## Step 3: Parse Grocery Transactions into Basket Format

The recommendation model requires grocery transactions to be represented as lists of items, where each list corresponds to a single shopping basket.

In this step, the raw dataset is cleaned and transformed into a transaction-based structure suitable for market basket analysis. This representation mirrors the grocery lists created in Task 1, but across multiple customers.


In [1]:
# Step 3: Prepare transaction data

import pandas as pd

# Load dataset
file_path = r"C:\coding5final\coding5\data\raw\Groceries_dataset.csv"
df = pd.read_csv(file_path, header=None)

df.head()



Unnamed: 0,0,1,2
0,Member_number,Date,itemDescription
1,1808,21-07-2015,tropical fruit
2,2552,05-01-2015,whole milk
3,2300,19-09-2015,pip fruit
4,1187,12-12-2015,other vegetables


### Assign column names

The dataset has three columns: customer ID, date, and item description.

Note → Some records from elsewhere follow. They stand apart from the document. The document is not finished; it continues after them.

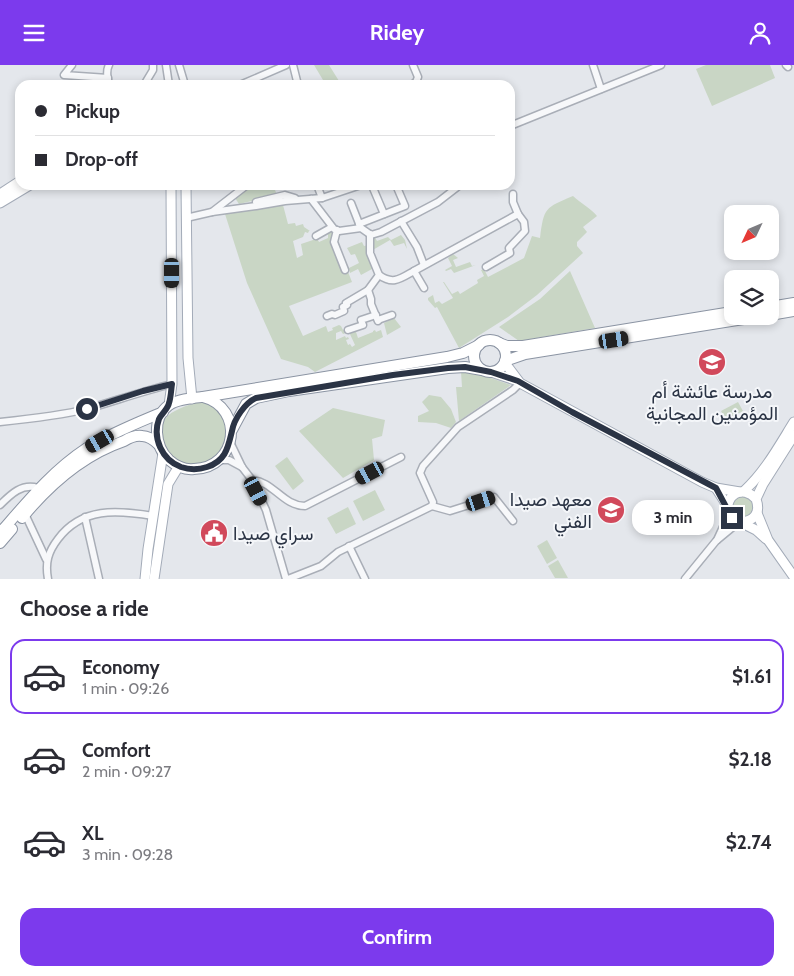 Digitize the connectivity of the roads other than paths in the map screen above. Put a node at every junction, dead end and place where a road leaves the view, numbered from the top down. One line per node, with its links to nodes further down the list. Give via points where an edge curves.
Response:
1 (72, 65): 12 (street, via 64,75)
2 (109, 65): 13 (street)
3 (152, 65): 14 (street, via 154,70)
4 (166, 65): 15 (street)
5 (179, 65): 16 (street)
6 (286, 65): 11 (street)
7 (293, 65): 19 (street)
8 (413, 65): 20 (street)
9 (593, 65): 21 (street)
10 (661, 65): 21 (street)
11 (258, 77): 17 (street); 18 (street)
12 (102, 80)
13 (109, 80)
14 (148, 80)
15 (168, 80)
16 (184, 80)
17 (251, 80)
18 (260, 80)
19 (297, 80)
20 (417, 80)
21 (601, 89): 22 (street)
22 (515, 124)
23 (15, 184): 33 (main road)
24 (22, 190): 39 (main road)
25 (171, 190): 70 (main road)
26 (186, 190): 46 (main road)
27 (241, 190): 35 (street)
28 (319, 190): 36 (street)
29 (345, 190): 36 (street)
30 (374, 190): 44 (street)
31 (398, 190): 44 (street, via 405,206)
32 (454, 190): 47 (street)
33 (0, 194)
34 (513, 194): 45 (street)
35 (233, 196): 41 (street); 43 (street)
36 (322, 197): 38 (street)
37 (296, 199): 38 (street); 41 (street, via 285,195); 42 (street)
38 (311, 199): 49 (street)
39 (0, 203)
40 (351, 203): 48 (street)
41 (238, 206): 42 (street)
42 (226, 209): 43 (street)
43 (212, 211): 46 (street)
44 (384, 214): 48 (street)
45 (518, 214): 52 (street); 53 (street, via 524,222 525,231 509,248 510,253)
46 (186, 218): 69 (main road)
47 (401, 221): 50 (street); 52 (street)
48 (360, 226): 49 (street, via 345,231); 50 (street)
49 (334, 229): 51 (street); 54 (street, via 334,242)
50 (370, 234): 56 (street, via 370,253)
51 (316, 236)
52 (424, 265): 55 (street)
53 (486, 267)
54 (345, 269)
55 (414, 271): 56 (street, via 393,280); 57 (street)
56 (379, 275): 58 (street)
57 (424, 288)
58 (368, 290): 65 (street, via 346,303 344,311); 66 (street)
59 (794, 303): 60 (highway)
60 (779, 306)
61 (794, 311): 63 (highway)
62 (724, 313): 71 (highway, via 523,347)
63 (779, 314)
64 (392, 315): 66 (street)
65 (327, 316)
66 (377, 319): 68 (street, via 361,321 363,325)
67 (724, 322): 73 (highway, via 525,354)
68 (348, 330)
69 (189, 331): 70 (main road); 78 (main road)
70 (172, 333): 76 (main road)
71 (499, 343): 72 (highway, via 488,340); 73 (highway, via 506,352)
72 (479, 345): 74 (highway, via 474,358 478,367); 77 (highway, via 447,357)
73 (505, 362): 74 (highway, via 500,369); 75 (main road)
74 (487, 371): 75 (main road); 83 (highway, via 465,367 438,369 256,398 246,405)
75 (519, 382): 94 (main road); 98 (street, via 513,390 458,427 423,466 420,473 433,502)
76 (172, 384): 79 (main road); 80 (street, via 87,409)
77 (203, 397): 78 (highway); 83 (highway, via 220,405)
78 (192, 399): 79 (highway)
79 (166, 408): 81 (highway); 87 (highway, via 158,426)
80 (0, 422)
81 (139, 422): 84 (highway, via 144,429); 93 (highway, via 88,448)
82 (794, 422): 95 (main road, via 756,480)
83 (232, 430): 86 (highway)
84 (140, 435): 87 (highway, via 151,438); 101 (highway, via 105,448 80,463)
85 (794, 435): 96 (main road)
86 (230, 442): 89 (highway); 91 (street)
87 (161, 449): 90 (highway); 102 (main road)
88 (401, 457): 92 (street, via 305,506 292,503 265,484)
89 (220, 459): 90 (highway, via 200,469); 91 (street)
90 (179, 467): 112 (main road, via 168,484)
91 (242, 467): 92 (street)
92 (252, 480): 118 (street, via 268,517)
93 (38, 488): 97 (street, via 18,490); 106 (highway)
94 (716, 488): 95 (main road); 99 (main road)
95 (742, 491): 96 (main road); 99 (main road, via 730,498)
96 (756, 499): 100 (main road)
97 (0, 505)
98 (432, 507): 104 (street, via 450,511 494,497); 110 (street)
99 (728, 512): 105 (main road); 107 (street)
100 (757, 513): 105 (main road, via 748,522); 108 (main road)
101 (25, 514): 109 (highway); 111 (street)
102 (153, 516): 103 (street, via 120,512); 112 (main road)
103 (85, 517): 111 (street, via 62,533); 115 (street)
104 (513, 521)
105 (740, 522): 107 (street); 108 (main road)
106 (0, 533)
107 (716, 541): 120 (street)
108 (768, 541): 113 (main road)
109 (0, 543)
110 (350, 546): 118 (street, via 320,566); 119 (street)
111 (46, 559): 114 (street)
112 (151, 566): 116 (main road); 117 (main road)
113 (794, 577)
114 (48, 579)
115 (99, 579)
116 (145, 579)
117 (154, 579)
118 (287, 579)
119 (365, 579)
120 (685, 579)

We assign descriptive column names so that subsequent data transformations are readable and defensible.


In [2]:
df.columns = ["CustomerID", "Date", "Item"]

df.head()



Unnamed: 0,CustomerID,Date,Item
0,Member_number,Date,itemDescription
1,1808,21-07-2015,tropical fruit
2,2552,05-01-2015,whole milk
3,2300,19-09-2015,pip fruit
4,1187,12-12-2015,other vegetables


### Define unique transaction IDs

A transaction is defined as all items purchased by a single customer on a single date. 
We create a new column, `TransactionID`, by combining `CustomerID` and `Date` to uniquely identify each shopping basket.


In [3]:
df["TransactionID"] = (
    df["CustomerID"].astype(str) + "_" + df["Date"].astype(str)
)

df.head()


Unnamed: 0,CustomerID,Date,Item,TransactionID
0,Member_number,Date,itemDescription,Member_number_Date
1,1808,21-07-2015,tropical fruit,1808_21-07-2015
2,2552,05-01-2015,whole milk,2552_05-01-2015
3,2300,19-09-2015,pip fruit,2300_19-09-2015
4,1187,12-12-2015,other vegetables,1187_12-12-2015


### Group items into baskets

Next, we group all items by `TransactionID` to create shopping baskets. 
Each transaction will now correspond to a list of items purchased together, which is the required format for market basket analysis.


In [4]:
transactions = (
    df.groupby("TransactionID")["Item"]
    .apply(list)
)

transactions.head()


TransactionID
1000_15-03-2015    [sausage, whole milk, semi-finished bread, yog...
1000_24-06-2014                    [whole milk, pastry, salty snack]
1000_24-07-2015                       [canned beer, misc. beverages]
1000_25-11-2015                          [sausage, hygiene articles]
1000_27-05-2015                           [soda, pickled vegetables]
Name: Item, dtype: object

### Convert grouped transactions to list-of-lists

Most recommendation algorithms (e.g., Apriori, FP-Growth) expect a list of transactions, where each transaction is itself a list of items. 
We convert the grouped transactions into this list-of-lists format, ready for model input.


In [5]:
basket_list = transactions.tolist()

basket_list[:5]


[['sausage', 'whole milk', 'semi-finished bread', 'yogurt'],
 ['whole milk', 'pastry', 'salty snack'],
 ['canned beer', 'misc. beverages'],
 ['sausage', 'hygiene articles'],
 ['soda', 'pickled vegetables']]

### Verify transaction list

Finally, we perform basic sanity checks:

1. Count the number of transactions
2. Inspect a sample basket

This ensures the data is correctly structured before moving on to model encoding and recommendation generation.


In [6]:
print("Number of baskets:", len(basket_list))
print("Sample basket:", basket_list[0])


Number of baskets: 14964
Sample basket: ['sausage', 'whole milk', 'semi-finished bread', 'yogurt']


In [7]:
import pickle
import os

# Ensure the processed folder exists
os.makedirs(r"C:\coding5final\coding5\data\processed", exist_ok=True)

# Save basket_list for Step 4
with open(r"C:\coding5final\coding5\data\processed\basket_list.pkl", "wb") as f:
    pickle.dump(basket_list, f)

print("basket_list saved successfully in processed folder!")


basket_list saved successfully in processed folder!